Problem
As the answer, give a copy of each line below that includes the word "Σπυροπούλου".

Segment Start: Records for this exercise

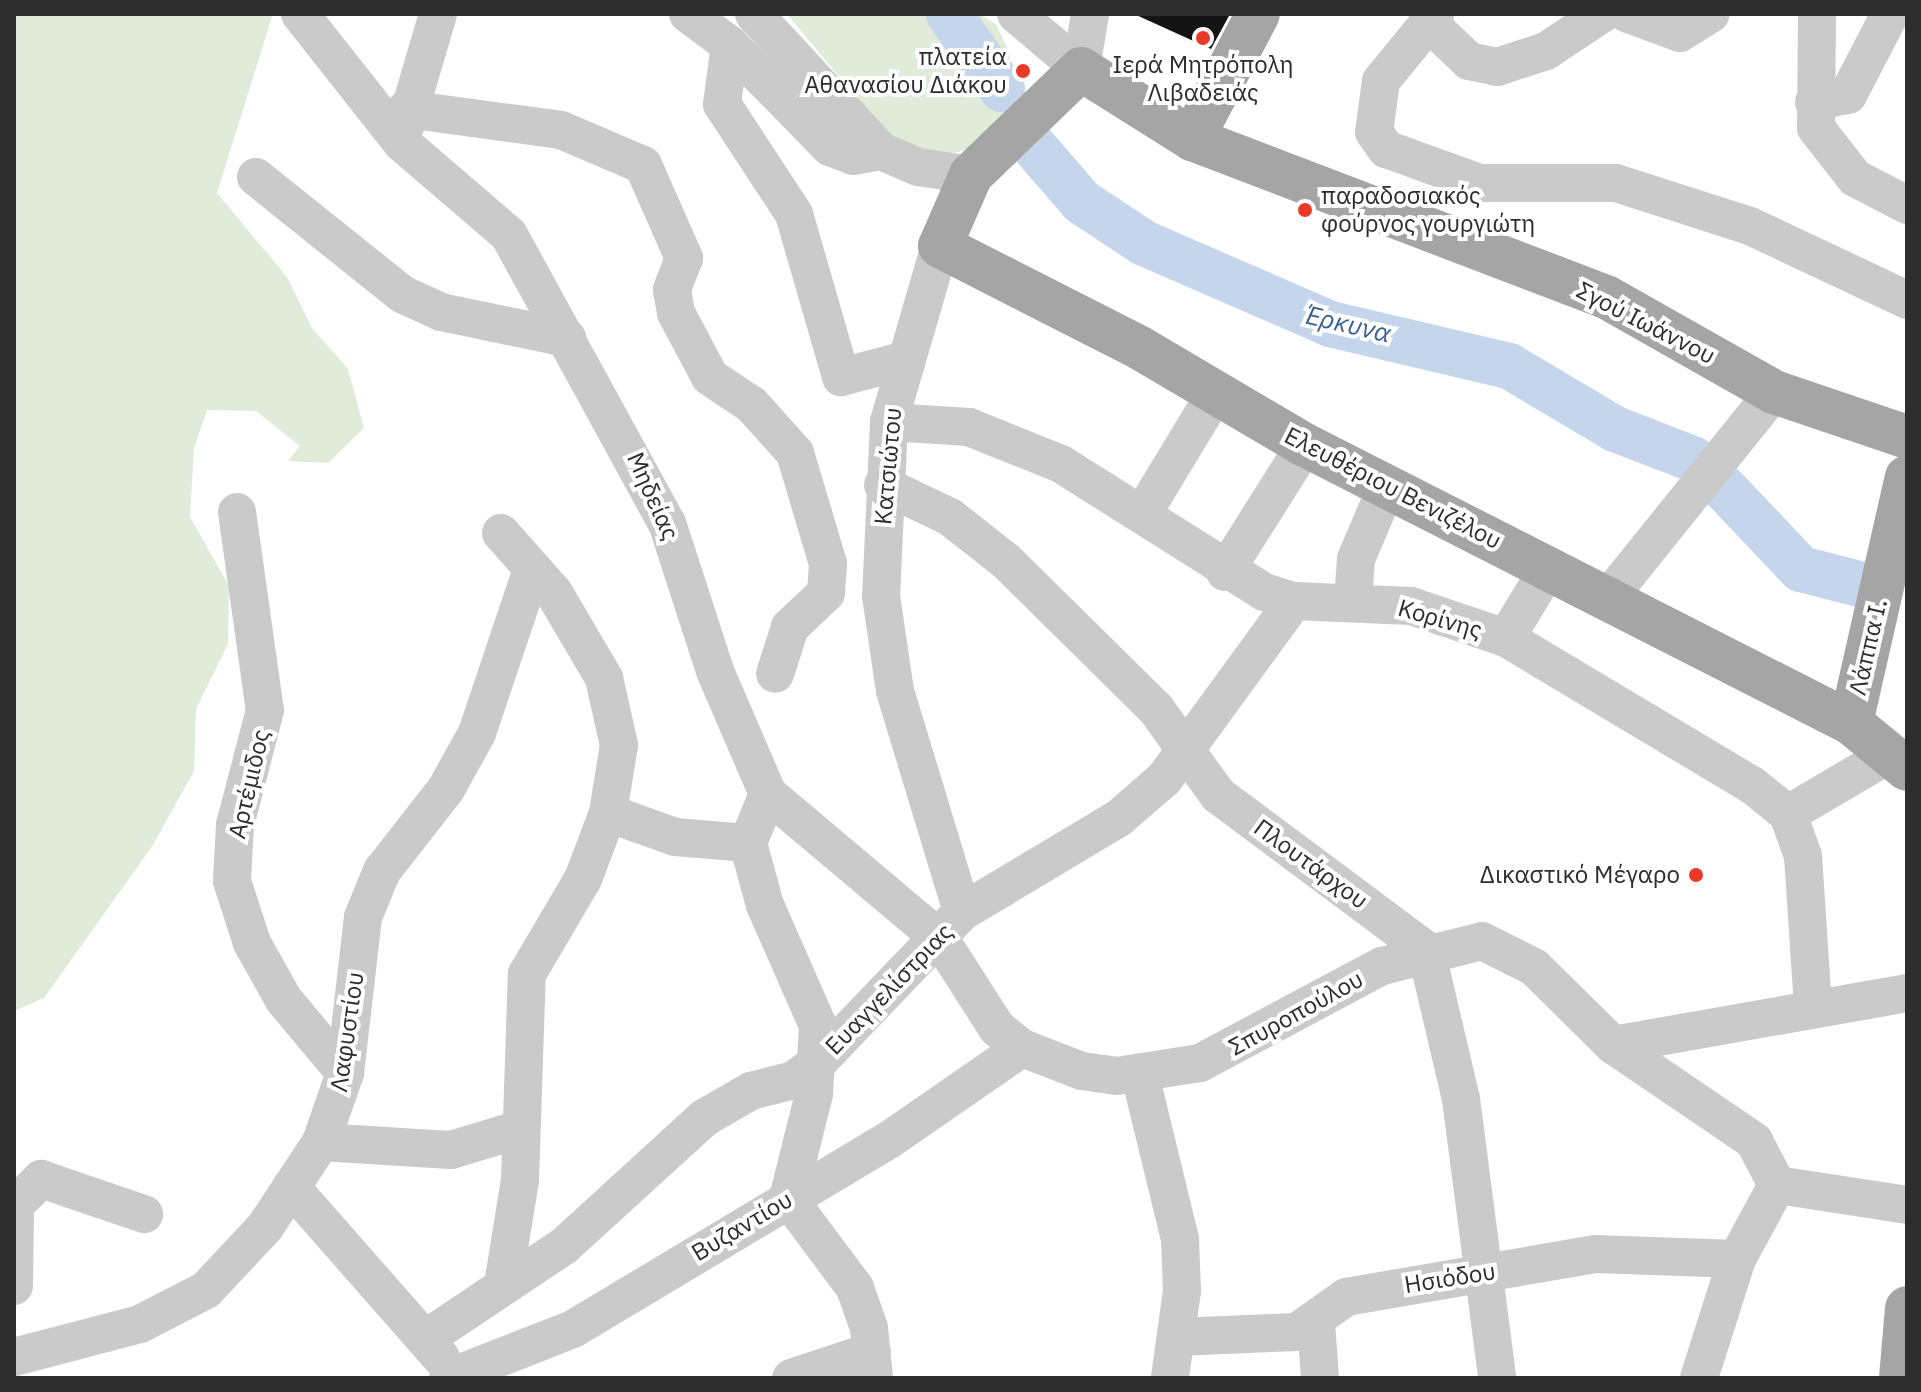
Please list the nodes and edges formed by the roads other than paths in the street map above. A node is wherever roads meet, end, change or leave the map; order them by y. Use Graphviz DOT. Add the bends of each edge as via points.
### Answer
graph roads {
  1 [pos="300,14"];
  2 [pos="438,14"];
  3 [pos="688,14"];
  4 [pos="754,14"];
  5 [pos="1016,14"];
  6 [pos="1090,14"];
  7 [pos="1258,14"];
  8 [pos="1602,14"];
  9 [pos="1628,14"];
  10 [pos="1711,14"];
  11 [pos="1817,14"];
  12 [pos="1890,14"];
  13 [pos="1431,18"];
  14 [pos="730,45"];
  15 [pos="1081,69"];
  16 [pos="1814,102"];
  17 [pos="404,126"];
  18 [pos="1192,139"];
  19 [pos="881,151"];
  20 [pos="971,175"];
  21 [pos="256,177"];
  22 [pos="1907,205"];
  23 [pos="940,246"];
  24 [pos="1907,300"];
  25 [pos="567,338"];
  26 [pos="902,361"];
  27 [pos="1774,392"];
  28 [pos="1215,394"];
  29 [pos="889,422"];
  30 [pos="1907,437"];
  31 [pos="1305,445"];
  32 [pos="1907,477"];
  33 [pos="883,485"];
  34 [pos="1387,486"];
  35 [pos="237,512"];
  36 [pos="1143,513"];
  37 [pos="501,533"];
  38 [pos="1898,559"];
  39 [pos="1549,567"];
  40 [pos="532,570"];
  41 [pos="1225,572"];
  42 [pos="1609,597"];
  43 [pos="1353,600"];
  44 [pos="1294,601"];
  45 [pos="1506,638"];
  46 [pos="775,674"];
  47 [pos="1851,723"];
  48 [pos="1188,747"];
  49 [pos="1899,761"];
  50 [pos="768,794"];
  51 [pos="608,813"];
  52 [pos="1788,814"];
  53 [pos="748,843"];
  54 [pos="951,925"];
  55 [pos="1426,950"];
  56 [pos="1907,993"];
  57 [pos="1813,1008"];
  58 [pos="1613,1045"];
  59 [pos="1022,1048"];
  60 [pos="819,1061"];
  61 [pos="345,1073"];
  62 [pos="1140,1075"];
  63 [pos="517,1130"];
  64 [pos="321,1142"];
  65 [pos="1777,1185"];
  66 [pos="291,1187"];
  67 [pos="788,1198"];
  68 [pos="1907,1205"];
  69 [pos="144,1214"];
  70 [pos="1737,1259"];
  71 [pos="1483,1273"];
  72 [pos="503,1285"];
  73 [pos="14,1286"];
  74 [pos="1907,1308"];
  75 [pos="1316,1323"];
  76 [pos="1176,1337"];
  77 [pos="425,1339"];
  78 [pos="14,1357"];
  79 [pos="873,1364"];
  80 [pos="454,1377"];
  81 [pos="791,1378"];
  82 [pos="1170,1378"];
  83 [pos="1320,1378"];
  84 [pos="1497,1378"];
  85 [pos="1699,1378"];
  86 [pos="1901,1378"];
  1 -- 17 [label="street, Μηδείας"];
  2 -- 17 [label="street"];
  3 -- 14 [label="street"];
  4 -- 19 [label="street"];
  5 -- 15 [label="street"];
  6 -- 15 [label="street"];
  7 -- 18 [label="main road"];
  8 -- 13 [label="street" via="1555,47 1484,66"];
  9 -- 10 [label="street" via="1680,33"];
  11 -- 16 [label="street"];
  12 -- 16 [label="street" via="1848,95"];
  13 -- 24 [label="street" via="1381,81 1374,132 1386,149 1480,183 1616,183 1750,226"];
  14 -- 19 [label="street" via="830,147 853,156"];
  14 -- 26 [label="street" via="722,104 794,214 841,377"];
  15 -- 18 [label="main road, Σγού Ιωάννου"];
  15 -- 20 [label="main road, Κατσιώτου"];
  16 -- 22 [label="street" via="1816,128 1830,152 1855,178"];
  17 -- 25 [label="street, Μηδείας" via="509,235"];
  17 -- 46 [label="street" via="561,130 643,165 684,258 672,290 676,313 710,377 752,405 795,453 828,564 826,593 790,627"];
  18 -- 27 [label="main road, Σγού Ιωάννου" via="1606,297"];
  19 -- 20 [label="street" via="918,167"];
  20 -- 23 [label="main road, Κατσιώτου"];
  21 -- 25 [label="street" via="402,294 441,312"];
  23 -- 26 [label="street, Κατσιώτου"];
  23 -- 28 [label="main road, Ελευθέριου Βενιζέλου"];
  25 -- 50 [label="street, Μηδείας" via="667,523 715,671"];
  26 -- 29 [label="street, Κατσιώτου"];
  27 -- 30 [label="main road, Σγού Ιωάννου"];
  27 -- 42 [label="street"];
  28 -- 31 [label="main road, Ελευθέριου Βενιζέλου"];
  28 -- 36 [label="street"];
  29 -- 33 [label="street, Κατσιώτου"];
  29 -- 36 [label="street, Κορίνης" via="969,427 1061,464"];
  31 -- 34 [label="main road, Ελευθέριου Βενιζέλου"];
  31 -- 41 [label="street"];
  32 -- 38 [label="main road, Λάππα Ι."];
  33 -- 48 [label="street, Πλουτάρχου" via="950,517 1006,561"];
  33 -- 54 [label="street, Κατσιώτου" via="881,596 895,691"];
  34 -- 39 [label="main road, Ελευθέριου Βενιζέλου"];
  34 -- 43 [label="street" via="1356,559"];
  35 -- 61 [label="street, Αρτέμιδος" via="265,710 235,825 232,881 252,943 284,1000"];
  36 -- 41 [label="street, Κορίνης"];
  37 -- 40 [label="street"];
  38 -- 47 [label="main road, Λάππα Ι."];
  39 -- 42 [label="main road, Ελευθέριου Βενιζέλου"];
  39 -- 45 [label="street"];
  40 -- 51 [label="street" via="572,619 604,678 619,745"];
  40 -- 61 [label="street, Λαφυστίου" via="477,733 446,789 382,871 363,917"];
  41 -- 44 [label="street, Κορίνης"];
  42 -- 47 [label="main road, Ελευθέριου Βενιζέλου"];
  43 -- 44 [label="street, Κορίνης"];
  43 -- 45 [label="street, Κορίνης" via="1411,606"];
  44 -- 48 [label="street, Ευαγγελίστριας"];
  45 -- 52 [label="street, Κορίνης" via="1602,691"];
  47 -- 49 [label="main road, Ελευθέριου Βενιζέλου"];
  48 -- 54 [label="street, Ευαγγελίστριας" via="1119,818"];
  48 -- 55 [label="street, Πλουτάρχου" via="1218,795"];
  49 -- 52 [label="street"];
  50 -- 53 [label="street"];
  50 -- 54 [label="street"];
  51 -- 53 [label="street" via="675,837"];
  51 -- 63 [label="street" via="583,879 527,974"];
  52 -- 57 [label="street" via="1803,856"];
  53 -- 60 [label="street" via="765,905 818,1026"];
  54 -- 59 [label="street, Σπυροπούλου" via="997,1028"];
  54 -- 60 [label="street, Ευαγγελίστριας"];
  55 -- 58 [label="street, Σπυροπούλου" via="1482,941 1512,951"];
  55 -- 62 [label="street, Σπυροπούλου" via="1382,966 1239,1046"];
  55 -- 71 [label="street" via="1448,1017"];
  56 -- 57 [label="street"];
  57 -- 58 [label="street"];
  58 -- 65 [label="street, Σπυροπούλου" via="1754,1141"];
  59 -- 62 [label="street, Σπυροπούλου" via="1082,1071"];
  59 -- 67 [label="street, Βυζαντίου" via="889,1140"];
  60 -- 67 [label="street"];
  60 -- 72 [label="street, Ευαγγελίστριας" via="794,1080 751,1091 704,1118 564,1246"];
  61 -- 64 [label="street, Λαφυστίου"];
  62 -- 76 [label="street" via="1180,1239"];
  63 -- 64 [label="street" via="451,1150"];
  63 -- 72 [label="street" via="520,1180"];
  64 -- 66 [label="street, Λαφυστίου"];
  65 -- 68 [label="street"];
  65 -- 70 [label="street"];
  66 -- 77 [label="street"];
  66 -- 78 [label="street, Λαφυστίου" via="206,1290 140,1324"];
  67 -- 79 [label="street" via="855,1288"];
  67 -- 80 [label="street, Βυζαντίου" via="573,1329"];
  69 -- 73 [label="street" via="41,1179 15,1205"];
  70 -- 71 [label="street, Ησιόδου" via="1595,1254"];
  70 -- 85 [label="street"];
  71 -- 75 [label="street, Ησιόδου" via="1346,1297"];
  71 -- 84 [label="street"];
  72 -- 77 [label="street, Ευαγγελίστριας"];
  74 -- 86 [label="main road"];
  75 -- 76 [label="street, Ησιόδου" via="1297,1332"];
  75 -- 83 [label="street"];
  76 -- 82 [label="street"];
  77 -- 80 [label="street"];
  79 -- 81 [label="street"];
}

Segment End: Records for this exercise

The answer
  54 -- 59 [label="street, Σπυροπούλου" via="997,1028"];
  55 -- 58 [label="street, Σπυροπούλου" via="1482,941 1512,951"];
  55 -- 62 [label="street, Σπυροπούλου" via="1382,966 1239,1046"];
  58 -- 65 [label="street, Σπυροπούλου" via="1754,1141"];
  59 -- 62 [label="street, Σπυροπούλου" via="1082,1071"];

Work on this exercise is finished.